**The problem**
Throughout the listing below, show every line in which "罗山高架路" occurs.
Data supplied Start Marker
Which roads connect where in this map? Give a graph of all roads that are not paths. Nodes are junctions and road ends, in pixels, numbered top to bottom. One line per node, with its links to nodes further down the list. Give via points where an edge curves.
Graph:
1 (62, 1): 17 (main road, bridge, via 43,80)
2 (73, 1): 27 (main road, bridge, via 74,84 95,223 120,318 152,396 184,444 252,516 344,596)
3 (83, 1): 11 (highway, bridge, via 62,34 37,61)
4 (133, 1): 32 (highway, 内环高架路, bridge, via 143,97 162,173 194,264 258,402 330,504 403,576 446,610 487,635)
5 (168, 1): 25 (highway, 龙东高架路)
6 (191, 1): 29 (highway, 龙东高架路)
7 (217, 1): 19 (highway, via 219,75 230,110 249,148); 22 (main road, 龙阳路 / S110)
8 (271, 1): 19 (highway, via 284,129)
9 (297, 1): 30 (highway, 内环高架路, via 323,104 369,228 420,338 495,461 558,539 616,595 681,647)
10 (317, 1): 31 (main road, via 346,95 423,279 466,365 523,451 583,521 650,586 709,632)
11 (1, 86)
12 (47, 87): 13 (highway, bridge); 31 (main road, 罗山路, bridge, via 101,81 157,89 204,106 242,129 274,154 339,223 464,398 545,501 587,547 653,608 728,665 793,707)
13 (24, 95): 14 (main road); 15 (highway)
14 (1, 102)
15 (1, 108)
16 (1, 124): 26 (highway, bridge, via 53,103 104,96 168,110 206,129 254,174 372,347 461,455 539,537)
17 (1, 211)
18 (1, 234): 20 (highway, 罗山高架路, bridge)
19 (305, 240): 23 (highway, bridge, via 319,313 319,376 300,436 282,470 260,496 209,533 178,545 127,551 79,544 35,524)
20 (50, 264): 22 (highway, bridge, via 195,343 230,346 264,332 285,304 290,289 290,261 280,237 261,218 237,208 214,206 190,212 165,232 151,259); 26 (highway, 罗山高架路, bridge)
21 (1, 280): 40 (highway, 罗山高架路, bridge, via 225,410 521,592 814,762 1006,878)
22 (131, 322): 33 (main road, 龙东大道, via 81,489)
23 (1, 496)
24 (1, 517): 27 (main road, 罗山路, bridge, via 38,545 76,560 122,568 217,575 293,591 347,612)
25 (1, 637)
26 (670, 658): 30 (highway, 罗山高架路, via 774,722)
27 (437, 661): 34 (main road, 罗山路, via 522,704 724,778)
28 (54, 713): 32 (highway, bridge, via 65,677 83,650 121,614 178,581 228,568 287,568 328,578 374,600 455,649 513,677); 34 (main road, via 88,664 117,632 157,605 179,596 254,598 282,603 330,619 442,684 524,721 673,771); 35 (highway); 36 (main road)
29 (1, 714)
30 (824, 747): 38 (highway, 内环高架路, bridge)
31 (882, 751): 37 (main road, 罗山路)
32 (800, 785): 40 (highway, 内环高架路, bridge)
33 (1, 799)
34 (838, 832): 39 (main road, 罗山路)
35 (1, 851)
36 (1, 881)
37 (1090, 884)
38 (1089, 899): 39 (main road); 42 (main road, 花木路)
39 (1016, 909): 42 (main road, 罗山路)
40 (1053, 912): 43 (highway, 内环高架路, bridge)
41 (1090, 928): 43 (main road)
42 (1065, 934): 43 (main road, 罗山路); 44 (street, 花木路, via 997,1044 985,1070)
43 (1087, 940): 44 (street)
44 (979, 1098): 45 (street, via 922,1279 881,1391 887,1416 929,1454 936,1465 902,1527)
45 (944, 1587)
Data supplied End Marker
**Response to the exercise**
18 (1, 234): 20 (highway, 罗山高架路, bridge)
20 (50, 264): 22 (highway, bridge, via 195,343 230,346 264,332 285,304 290,289 290,261 280,237 261,218 237,208 214,206 190,212 165,232 151,259); 26 (highway, 罗山高架路, bridge)
21 (1, 280): 40 (highway, 罗山高架路, bridge, via 225,410 521,592 814,762 1006,878)
26 (670, 658): 30 (highway, 罗山高架路, via 774,722)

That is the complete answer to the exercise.